First Nations suicide

First Nations people in Western Australia are dying by suicide at a devastating rate. Between 2014 and 2018, WA had the highest age-standardised rate of suicide among First Nations people in the country, with 37.9 deaths per 100,000. This is compared with an average of 23.7 deaths per 100,000 among indigenous populations across Australia, and 12.6 deaths per 100,000 among the non-indigenous population in 2017.

The very high rate of First Nations suicide in Western Australia is shameful and devastating. It is a crisis - and one that will continue to be so until the Government and the whole community takes notice and starts doing things differently.

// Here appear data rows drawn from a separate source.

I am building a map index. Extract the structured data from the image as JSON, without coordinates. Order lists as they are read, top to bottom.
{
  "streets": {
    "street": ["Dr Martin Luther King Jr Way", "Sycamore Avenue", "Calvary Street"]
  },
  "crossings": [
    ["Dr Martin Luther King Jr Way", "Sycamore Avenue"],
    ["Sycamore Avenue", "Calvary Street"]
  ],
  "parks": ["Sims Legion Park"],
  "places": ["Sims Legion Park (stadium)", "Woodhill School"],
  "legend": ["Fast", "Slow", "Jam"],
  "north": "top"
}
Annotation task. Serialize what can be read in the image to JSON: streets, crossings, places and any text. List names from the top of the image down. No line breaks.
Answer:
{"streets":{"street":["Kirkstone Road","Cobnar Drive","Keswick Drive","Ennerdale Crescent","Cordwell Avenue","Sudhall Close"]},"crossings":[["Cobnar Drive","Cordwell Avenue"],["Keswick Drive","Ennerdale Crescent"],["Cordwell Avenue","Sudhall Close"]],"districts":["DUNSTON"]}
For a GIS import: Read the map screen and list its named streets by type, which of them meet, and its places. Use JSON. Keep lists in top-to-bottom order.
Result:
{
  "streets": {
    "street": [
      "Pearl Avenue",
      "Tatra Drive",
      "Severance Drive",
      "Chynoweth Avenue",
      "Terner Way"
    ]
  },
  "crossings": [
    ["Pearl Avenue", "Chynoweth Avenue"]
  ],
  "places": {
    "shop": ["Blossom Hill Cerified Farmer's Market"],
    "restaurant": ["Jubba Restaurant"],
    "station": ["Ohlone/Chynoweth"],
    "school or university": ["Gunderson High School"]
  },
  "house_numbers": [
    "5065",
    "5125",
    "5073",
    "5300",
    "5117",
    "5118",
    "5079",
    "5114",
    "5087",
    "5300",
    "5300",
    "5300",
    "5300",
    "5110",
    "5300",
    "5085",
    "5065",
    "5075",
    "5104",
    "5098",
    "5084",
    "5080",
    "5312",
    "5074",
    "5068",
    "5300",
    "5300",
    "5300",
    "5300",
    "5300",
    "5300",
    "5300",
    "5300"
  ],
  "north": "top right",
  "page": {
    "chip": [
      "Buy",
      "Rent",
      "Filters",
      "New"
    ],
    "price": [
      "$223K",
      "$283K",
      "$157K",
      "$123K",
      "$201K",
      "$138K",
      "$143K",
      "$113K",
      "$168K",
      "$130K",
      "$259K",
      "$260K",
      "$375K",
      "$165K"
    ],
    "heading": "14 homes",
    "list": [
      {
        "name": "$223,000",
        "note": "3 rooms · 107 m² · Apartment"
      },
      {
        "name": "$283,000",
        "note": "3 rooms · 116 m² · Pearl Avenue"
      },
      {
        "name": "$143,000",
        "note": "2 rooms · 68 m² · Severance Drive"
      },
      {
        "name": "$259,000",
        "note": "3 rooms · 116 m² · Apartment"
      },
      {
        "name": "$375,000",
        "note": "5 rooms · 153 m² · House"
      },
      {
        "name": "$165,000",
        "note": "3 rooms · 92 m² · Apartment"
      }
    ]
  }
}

The Coroner’s May 2019 report into the deaths by suicide of 13 children in the Kimberley painted a heartbreaking pictures of the lives of five boys aged between 12 and 17, three girls aged between 10 and 13, and five young men aged 18 to 24, and the tragic missed opportunities to save their lives.

Despite the success of the State-wide Aboriginal Mental Health Service, mental health access in the Kimberley remains woefully inadequate. While it is positive that the Government has committed to projects in the Kimberley, these projects must be led by local First Nations communities and backed with adequate resourcing.

Alison is committed to continuing to push the Government to implement change in this area through prioritising the provision of parenting support, early intervention and intensive family support services, and independent scrutiny of the effectiveness of suicide prevention services.